> _About this exercise_
Would you copy all lines in the data that contain the word "paths"?

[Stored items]
┌──

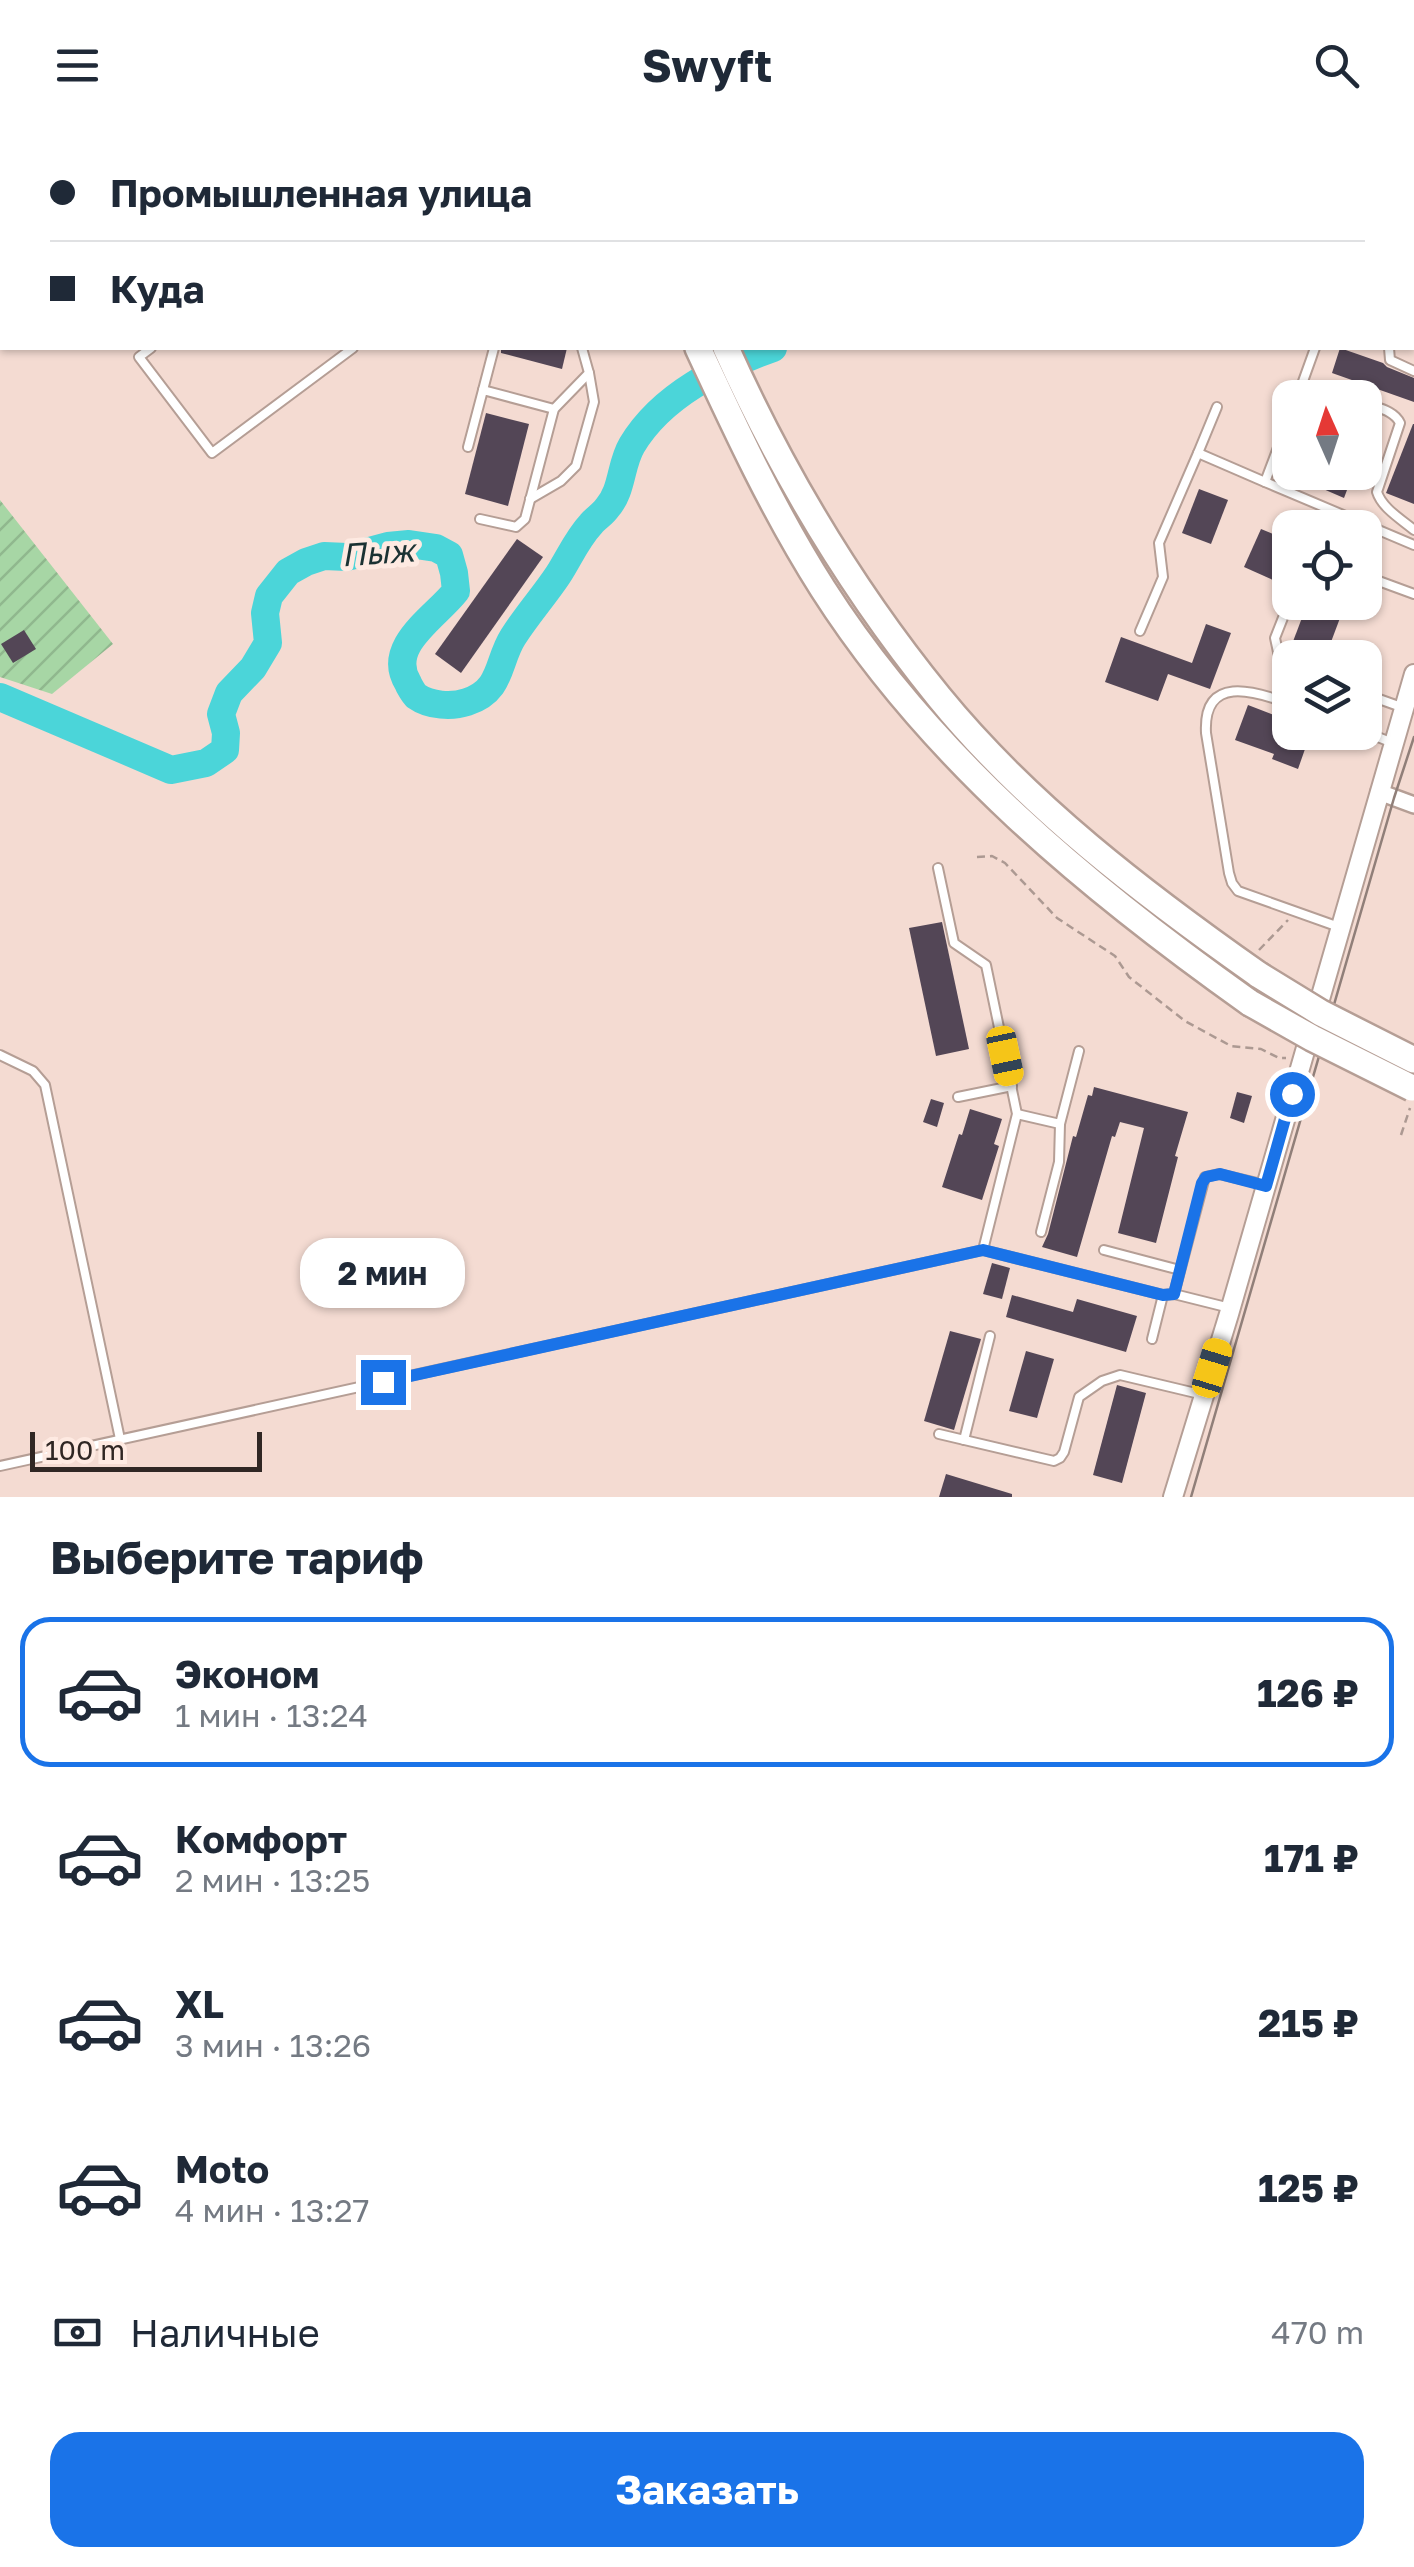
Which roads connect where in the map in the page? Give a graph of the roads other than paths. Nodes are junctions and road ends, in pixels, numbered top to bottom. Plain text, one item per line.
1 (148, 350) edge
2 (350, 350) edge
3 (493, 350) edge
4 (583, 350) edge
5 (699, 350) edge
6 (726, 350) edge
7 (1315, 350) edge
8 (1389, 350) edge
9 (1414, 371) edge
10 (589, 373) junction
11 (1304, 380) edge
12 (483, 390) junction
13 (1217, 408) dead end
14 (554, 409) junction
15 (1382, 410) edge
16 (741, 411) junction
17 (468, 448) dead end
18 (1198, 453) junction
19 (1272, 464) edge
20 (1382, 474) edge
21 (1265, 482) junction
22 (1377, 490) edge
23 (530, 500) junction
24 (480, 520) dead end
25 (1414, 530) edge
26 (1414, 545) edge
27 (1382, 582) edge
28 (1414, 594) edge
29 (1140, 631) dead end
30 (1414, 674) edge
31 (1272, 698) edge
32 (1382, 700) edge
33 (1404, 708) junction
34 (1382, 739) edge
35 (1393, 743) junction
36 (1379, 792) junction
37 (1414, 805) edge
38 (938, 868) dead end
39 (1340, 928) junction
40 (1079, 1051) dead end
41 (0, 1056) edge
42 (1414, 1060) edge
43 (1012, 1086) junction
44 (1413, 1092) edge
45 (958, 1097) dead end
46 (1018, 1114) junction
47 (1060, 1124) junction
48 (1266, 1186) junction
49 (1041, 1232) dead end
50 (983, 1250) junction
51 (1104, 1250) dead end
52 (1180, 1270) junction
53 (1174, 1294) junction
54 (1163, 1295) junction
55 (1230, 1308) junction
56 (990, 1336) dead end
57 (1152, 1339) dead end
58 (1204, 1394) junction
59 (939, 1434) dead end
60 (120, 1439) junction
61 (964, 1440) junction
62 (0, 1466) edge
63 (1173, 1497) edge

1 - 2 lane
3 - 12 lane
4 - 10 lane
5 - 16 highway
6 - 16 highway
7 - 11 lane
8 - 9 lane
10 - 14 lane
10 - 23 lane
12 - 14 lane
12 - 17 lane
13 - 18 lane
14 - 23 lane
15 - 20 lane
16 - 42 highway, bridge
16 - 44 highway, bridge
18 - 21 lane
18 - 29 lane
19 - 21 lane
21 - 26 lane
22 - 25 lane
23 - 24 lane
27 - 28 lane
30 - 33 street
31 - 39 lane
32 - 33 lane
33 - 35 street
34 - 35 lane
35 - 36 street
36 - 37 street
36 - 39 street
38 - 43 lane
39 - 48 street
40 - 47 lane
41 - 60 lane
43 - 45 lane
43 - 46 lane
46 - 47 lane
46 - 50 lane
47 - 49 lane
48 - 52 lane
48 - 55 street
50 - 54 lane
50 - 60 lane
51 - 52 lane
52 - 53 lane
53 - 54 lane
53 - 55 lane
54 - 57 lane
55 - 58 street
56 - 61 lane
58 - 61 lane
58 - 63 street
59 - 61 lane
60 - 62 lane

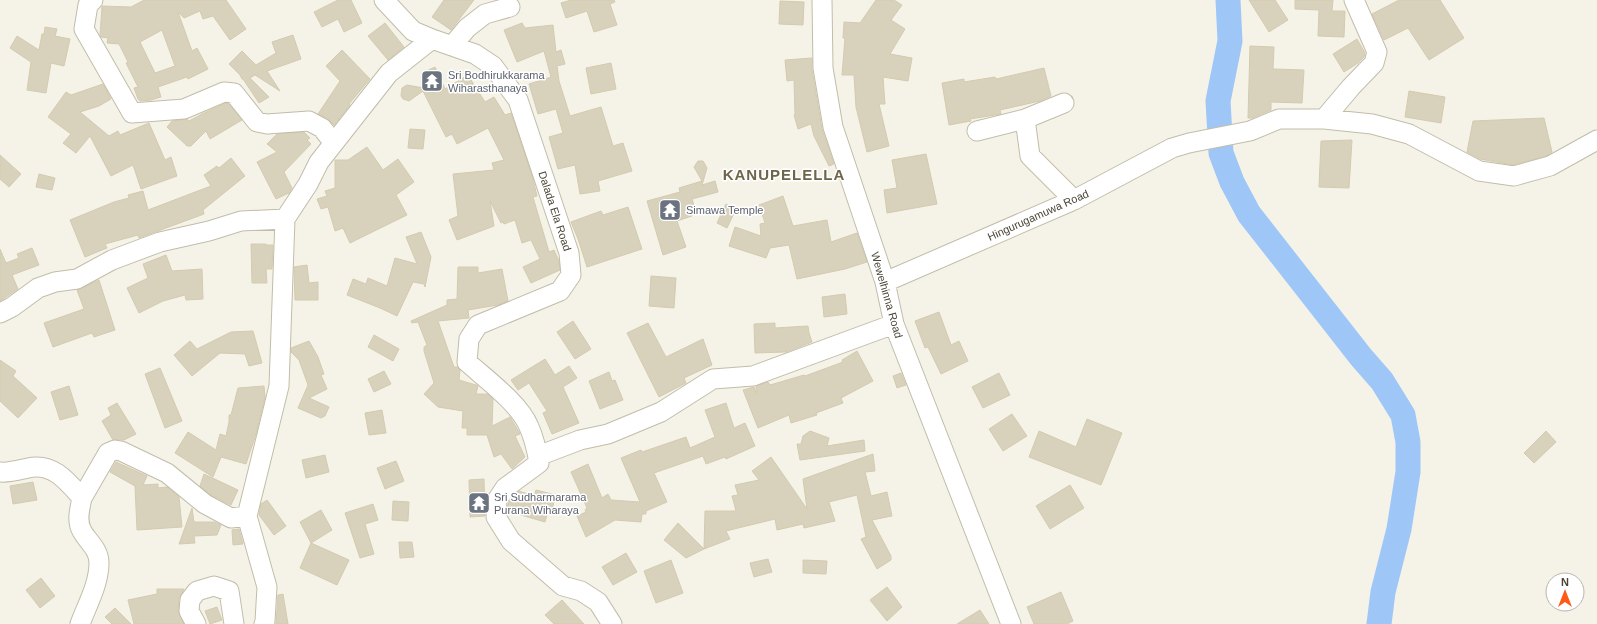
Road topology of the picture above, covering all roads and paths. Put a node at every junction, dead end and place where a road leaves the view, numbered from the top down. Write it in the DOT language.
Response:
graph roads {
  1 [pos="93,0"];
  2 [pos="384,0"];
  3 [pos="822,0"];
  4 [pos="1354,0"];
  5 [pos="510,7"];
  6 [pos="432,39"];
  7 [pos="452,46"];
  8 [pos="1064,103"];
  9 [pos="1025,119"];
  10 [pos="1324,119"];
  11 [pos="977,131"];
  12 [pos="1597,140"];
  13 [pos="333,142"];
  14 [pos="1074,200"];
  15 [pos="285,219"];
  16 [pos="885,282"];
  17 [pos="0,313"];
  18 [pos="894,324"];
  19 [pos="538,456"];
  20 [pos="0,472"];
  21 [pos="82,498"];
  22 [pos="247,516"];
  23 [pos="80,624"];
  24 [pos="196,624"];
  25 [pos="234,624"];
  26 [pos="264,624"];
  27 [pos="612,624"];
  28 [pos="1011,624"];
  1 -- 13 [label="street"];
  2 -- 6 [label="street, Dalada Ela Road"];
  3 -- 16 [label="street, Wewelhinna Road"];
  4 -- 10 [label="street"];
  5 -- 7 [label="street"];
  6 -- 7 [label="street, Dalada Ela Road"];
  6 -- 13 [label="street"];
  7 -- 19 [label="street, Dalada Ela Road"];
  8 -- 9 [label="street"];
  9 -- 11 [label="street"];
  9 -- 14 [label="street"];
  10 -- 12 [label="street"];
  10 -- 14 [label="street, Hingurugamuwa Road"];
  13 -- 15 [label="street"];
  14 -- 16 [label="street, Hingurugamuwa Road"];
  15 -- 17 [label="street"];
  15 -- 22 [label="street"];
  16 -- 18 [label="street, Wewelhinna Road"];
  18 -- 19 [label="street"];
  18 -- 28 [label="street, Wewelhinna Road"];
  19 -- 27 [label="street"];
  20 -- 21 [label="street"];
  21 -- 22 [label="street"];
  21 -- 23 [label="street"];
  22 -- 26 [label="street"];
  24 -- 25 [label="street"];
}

└──

> _Task solution_
Which roads connect where in the map in the page? Give a graph of the roads other than paths. Nodes are junctions and road ends, in pixels, numbered top to bottom. Plain text, one item per line.
Road topology of the picture above, covering all roads and paths. Put a node at every junction, dead end and place where a road leaves the view, numbered from the top down. Write it in the DOT language.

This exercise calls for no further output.